:: Work to complete ::
The number of lines holding "text" is all you should give; count them in the records below.

-- The data follows --

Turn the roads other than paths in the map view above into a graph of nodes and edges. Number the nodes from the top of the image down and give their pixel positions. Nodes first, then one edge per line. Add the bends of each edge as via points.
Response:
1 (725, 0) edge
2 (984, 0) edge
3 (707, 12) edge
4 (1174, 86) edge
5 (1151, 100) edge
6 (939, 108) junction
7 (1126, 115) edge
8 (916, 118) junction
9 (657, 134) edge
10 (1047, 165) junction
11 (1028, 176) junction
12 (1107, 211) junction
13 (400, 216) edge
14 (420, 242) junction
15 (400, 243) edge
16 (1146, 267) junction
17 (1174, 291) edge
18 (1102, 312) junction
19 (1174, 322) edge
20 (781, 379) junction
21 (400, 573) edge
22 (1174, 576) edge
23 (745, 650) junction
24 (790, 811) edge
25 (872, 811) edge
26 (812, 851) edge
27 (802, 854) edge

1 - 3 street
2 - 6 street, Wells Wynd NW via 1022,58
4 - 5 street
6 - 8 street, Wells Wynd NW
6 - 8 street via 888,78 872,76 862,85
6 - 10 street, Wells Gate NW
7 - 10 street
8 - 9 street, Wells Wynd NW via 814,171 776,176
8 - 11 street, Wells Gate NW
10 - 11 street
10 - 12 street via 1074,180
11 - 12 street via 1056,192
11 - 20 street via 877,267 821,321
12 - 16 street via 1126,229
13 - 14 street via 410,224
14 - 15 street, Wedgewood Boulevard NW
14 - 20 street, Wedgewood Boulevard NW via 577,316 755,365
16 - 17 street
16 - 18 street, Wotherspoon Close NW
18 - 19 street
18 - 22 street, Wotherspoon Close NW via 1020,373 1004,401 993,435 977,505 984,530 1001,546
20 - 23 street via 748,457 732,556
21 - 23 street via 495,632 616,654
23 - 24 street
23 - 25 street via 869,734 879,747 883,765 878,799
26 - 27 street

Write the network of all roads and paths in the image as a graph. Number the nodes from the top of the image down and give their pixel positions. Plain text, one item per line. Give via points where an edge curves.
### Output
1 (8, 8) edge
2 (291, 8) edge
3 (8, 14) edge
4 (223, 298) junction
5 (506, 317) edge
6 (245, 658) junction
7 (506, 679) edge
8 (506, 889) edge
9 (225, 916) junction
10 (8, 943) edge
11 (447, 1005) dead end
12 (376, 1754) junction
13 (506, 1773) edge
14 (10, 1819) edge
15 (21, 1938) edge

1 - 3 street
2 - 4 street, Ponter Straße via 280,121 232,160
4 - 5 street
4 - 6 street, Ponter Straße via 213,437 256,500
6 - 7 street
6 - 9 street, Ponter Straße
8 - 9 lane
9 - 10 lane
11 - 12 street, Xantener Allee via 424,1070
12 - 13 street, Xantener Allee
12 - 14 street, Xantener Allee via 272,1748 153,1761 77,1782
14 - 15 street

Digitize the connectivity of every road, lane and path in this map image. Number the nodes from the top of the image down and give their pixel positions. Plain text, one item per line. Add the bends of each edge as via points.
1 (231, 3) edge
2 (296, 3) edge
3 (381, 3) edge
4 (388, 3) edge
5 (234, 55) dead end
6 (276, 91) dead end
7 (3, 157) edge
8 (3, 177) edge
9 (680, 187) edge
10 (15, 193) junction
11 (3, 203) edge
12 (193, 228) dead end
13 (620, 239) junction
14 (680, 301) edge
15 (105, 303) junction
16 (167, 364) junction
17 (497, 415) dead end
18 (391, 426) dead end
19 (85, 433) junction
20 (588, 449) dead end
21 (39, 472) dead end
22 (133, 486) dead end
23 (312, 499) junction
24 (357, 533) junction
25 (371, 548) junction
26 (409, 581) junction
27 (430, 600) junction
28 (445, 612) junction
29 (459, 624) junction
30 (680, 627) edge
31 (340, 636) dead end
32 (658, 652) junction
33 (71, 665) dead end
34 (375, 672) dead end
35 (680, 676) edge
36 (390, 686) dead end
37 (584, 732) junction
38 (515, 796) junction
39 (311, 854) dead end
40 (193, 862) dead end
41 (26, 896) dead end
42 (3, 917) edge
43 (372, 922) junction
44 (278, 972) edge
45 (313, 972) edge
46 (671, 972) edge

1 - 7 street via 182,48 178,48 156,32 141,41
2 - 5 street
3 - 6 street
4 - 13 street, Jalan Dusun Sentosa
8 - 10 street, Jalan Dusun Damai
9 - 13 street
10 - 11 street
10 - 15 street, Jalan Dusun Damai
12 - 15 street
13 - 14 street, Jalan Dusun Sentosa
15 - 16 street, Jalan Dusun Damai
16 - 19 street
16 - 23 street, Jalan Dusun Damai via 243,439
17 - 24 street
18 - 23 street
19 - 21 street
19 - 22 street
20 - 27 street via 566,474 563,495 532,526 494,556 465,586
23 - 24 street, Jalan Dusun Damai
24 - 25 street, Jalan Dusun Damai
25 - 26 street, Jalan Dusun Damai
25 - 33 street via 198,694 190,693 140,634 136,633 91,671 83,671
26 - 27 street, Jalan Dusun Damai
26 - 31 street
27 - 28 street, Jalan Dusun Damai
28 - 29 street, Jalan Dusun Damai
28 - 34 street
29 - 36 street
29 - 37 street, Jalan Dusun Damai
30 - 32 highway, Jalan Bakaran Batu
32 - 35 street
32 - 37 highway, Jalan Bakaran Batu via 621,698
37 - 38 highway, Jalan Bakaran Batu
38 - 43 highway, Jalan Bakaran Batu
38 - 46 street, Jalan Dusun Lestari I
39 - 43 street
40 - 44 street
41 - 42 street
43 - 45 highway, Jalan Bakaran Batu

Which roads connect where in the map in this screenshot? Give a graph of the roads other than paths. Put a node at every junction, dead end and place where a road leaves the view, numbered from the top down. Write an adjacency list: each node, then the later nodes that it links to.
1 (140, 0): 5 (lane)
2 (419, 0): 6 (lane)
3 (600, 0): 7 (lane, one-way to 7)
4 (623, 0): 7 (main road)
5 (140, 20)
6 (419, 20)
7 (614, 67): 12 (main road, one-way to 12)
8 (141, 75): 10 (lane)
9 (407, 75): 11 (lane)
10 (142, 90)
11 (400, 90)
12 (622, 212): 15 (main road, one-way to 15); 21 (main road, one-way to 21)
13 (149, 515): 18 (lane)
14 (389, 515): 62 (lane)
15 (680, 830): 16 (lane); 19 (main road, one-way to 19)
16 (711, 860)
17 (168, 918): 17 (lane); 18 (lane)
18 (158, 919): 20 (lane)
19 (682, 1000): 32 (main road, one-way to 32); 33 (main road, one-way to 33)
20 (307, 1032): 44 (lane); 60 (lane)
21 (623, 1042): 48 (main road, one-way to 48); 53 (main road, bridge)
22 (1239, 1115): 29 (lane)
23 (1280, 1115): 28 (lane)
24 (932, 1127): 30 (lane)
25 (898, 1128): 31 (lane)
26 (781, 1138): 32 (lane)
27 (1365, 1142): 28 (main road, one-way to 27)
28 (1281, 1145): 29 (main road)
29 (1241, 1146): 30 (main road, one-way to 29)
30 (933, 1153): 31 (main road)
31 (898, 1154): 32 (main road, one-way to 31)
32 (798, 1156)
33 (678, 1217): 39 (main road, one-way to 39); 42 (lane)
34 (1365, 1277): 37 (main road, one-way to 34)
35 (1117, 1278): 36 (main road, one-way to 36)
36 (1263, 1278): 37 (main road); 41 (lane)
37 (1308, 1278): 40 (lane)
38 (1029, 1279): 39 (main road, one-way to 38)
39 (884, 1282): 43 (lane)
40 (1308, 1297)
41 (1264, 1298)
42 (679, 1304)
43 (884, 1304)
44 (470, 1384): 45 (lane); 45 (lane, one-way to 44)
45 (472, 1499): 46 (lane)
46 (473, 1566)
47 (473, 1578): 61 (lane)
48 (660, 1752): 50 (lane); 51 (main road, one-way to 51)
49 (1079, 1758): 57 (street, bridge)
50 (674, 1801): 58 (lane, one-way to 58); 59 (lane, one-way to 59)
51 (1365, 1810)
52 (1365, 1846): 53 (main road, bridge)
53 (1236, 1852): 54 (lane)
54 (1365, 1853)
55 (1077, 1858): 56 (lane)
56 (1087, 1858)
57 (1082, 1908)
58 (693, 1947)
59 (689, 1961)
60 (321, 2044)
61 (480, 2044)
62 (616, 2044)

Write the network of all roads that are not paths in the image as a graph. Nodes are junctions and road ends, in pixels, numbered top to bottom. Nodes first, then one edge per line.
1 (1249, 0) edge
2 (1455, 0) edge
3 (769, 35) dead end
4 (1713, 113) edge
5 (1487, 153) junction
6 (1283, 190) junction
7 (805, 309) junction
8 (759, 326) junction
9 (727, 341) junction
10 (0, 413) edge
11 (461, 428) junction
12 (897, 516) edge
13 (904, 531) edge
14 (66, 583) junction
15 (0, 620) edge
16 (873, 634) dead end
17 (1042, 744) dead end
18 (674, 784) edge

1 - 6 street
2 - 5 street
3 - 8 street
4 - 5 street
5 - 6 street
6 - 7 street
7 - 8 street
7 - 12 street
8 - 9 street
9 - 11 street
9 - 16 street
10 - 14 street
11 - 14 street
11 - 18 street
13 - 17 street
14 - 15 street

-- The data concluded --

:: Reply to the task ::
2